It’s likely safe to say that the 2025 private equity market has performed in line with previous analyst expectations.
When the 2024 P\presidential election came to a close, many within the private equity industry were hoping the new administration could create more favorable conditions for deal-making. The Trump administration’s plans to ease regulations and create a more market-friendly environment seemed to set the stage for a significant private equity rally for the new year.
That said, the year started off relatively well for private equity investors. A report from Ernst & Young showed that Q1 2025 global private equity acquisitions amounted to about $185 billion in value. These results more than doubled last year’s findings, which only saw roughly $88 billion in value. Beyond value, Q1 2025 saw a 45% increase in dealmaking volume compared to that of Q1 2024.
Despite all this good news, investors and experts alike were beginning to express trepidation about current and upcoming headwinds. Whipsawing tariff threats, uncertain macro conditions, and looming recession risks were beginning to make private equity an increasingly difficult sell.
Buffeted by Uncertainty
Recently, Bain & Company released a report highlighting the midyear state of play for private equity investing. The notes that April’s escalating tariffs played a crucial factor in undermining global capital enthusiasm.
It may still be too early to understand the full scope of what 2025 will entail for private equity strategies. However, April proved itself to be a rough month for the private equity sector. Bain & Company points out that the value of deals that were announced in April was down nearly a quarter below the Q1 2025 monthly average. Additionally, overall deal count was down 22% compared to Q1 2025’s monthly average.
These troubling numbers extended to the exit outlook for April. As the report notes, buyout exit value has dipped about $14 billion below where things stood for Q1 2025.
With all of this in mind, how should advisors be approaching their private equity strategies? Is it time to play defensively, or are there still opportunities to be had within the private equity market?
It’s important to remember that a sizable chunk of global market volatility is being fueled by uncertainty. Certainly, many macro factors can shape deal-making, but much of the trepidation in the market is being driven by tariff implication concerns.
Forging a Path Forward
These factors and worries are certainly valid, but as the Bain & Company report notes, “there’s nothing fundamentally broken in the market.” Disciplined private equity firms with a long-term time horizon can access compelling opportunities within the global market. The firm adds that there is about $1.2 trillion in uncommitted capital within the private equity industry. This astounding amount of capital is still waiting to be deployed toward the right kind of investments.

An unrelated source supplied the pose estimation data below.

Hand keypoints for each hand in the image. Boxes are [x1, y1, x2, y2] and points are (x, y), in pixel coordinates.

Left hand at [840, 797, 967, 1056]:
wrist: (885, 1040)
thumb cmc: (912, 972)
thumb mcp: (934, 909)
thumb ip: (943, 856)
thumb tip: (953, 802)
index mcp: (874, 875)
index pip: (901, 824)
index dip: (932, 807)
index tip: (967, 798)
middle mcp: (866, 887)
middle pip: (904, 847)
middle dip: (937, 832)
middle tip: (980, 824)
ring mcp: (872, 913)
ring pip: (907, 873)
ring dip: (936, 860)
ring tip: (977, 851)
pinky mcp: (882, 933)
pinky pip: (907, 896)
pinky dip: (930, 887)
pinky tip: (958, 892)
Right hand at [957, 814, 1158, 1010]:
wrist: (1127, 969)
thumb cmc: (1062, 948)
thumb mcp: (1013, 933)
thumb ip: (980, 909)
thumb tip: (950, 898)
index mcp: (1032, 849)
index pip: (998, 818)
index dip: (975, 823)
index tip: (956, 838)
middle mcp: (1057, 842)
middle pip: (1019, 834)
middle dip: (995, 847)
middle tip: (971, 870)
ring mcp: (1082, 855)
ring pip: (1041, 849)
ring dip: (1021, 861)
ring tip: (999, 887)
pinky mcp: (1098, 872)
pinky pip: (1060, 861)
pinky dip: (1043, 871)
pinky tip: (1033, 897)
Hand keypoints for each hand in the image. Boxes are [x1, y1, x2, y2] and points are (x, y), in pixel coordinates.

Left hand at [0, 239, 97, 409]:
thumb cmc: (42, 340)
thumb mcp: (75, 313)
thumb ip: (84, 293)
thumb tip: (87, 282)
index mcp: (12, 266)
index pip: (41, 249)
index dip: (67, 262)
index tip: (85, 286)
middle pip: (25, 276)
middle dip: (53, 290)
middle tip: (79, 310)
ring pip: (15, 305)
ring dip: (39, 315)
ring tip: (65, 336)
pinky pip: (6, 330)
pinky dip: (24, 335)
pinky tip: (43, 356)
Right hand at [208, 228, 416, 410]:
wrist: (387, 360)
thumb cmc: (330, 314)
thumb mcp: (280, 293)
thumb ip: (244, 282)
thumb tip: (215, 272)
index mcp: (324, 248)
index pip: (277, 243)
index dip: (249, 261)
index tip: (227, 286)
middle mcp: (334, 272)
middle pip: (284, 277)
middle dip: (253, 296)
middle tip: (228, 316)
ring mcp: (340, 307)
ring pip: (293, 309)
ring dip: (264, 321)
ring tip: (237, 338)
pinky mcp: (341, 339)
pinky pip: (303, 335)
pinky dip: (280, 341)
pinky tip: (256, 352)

“Whatever switchback turns lie ahead, PE firms must excel at creative dealmaking, due diligence, and value creation to make the most of the opportunities that will flow out of today’s uncertainty,” Bain & Company added. “That doesn’t mean just pinpointing the short-term effects of tariffs on a company’s demand, competitiveness, and margins. With little prospect of the world returning to its pre-April 2 certainties, even if recent tariffs remain fully or partially rolled back, tomorrow’s winners will be those that can also gauge the long-term ability of companies to adjust to a new, post-globalized era.”
Even amid bouts of volatility, private equity can help advisors build a more balanced portfolio. Traditionally, private equity can offer significant long-term growth potential, helping portfolios ignore near-term chaos, and focus on fostering capital appreciation. Additionally, private equity exposure could bolster portfolio diversification and help create a more balanced risk profile.
Even amid all this volatility, it could prove highly worthwhile for advisors to remain engaged with private equity. However, as Bain & Company notes, it remains more important than ever to choose to engage with firms prepared to home in on compelling long-term opportunities.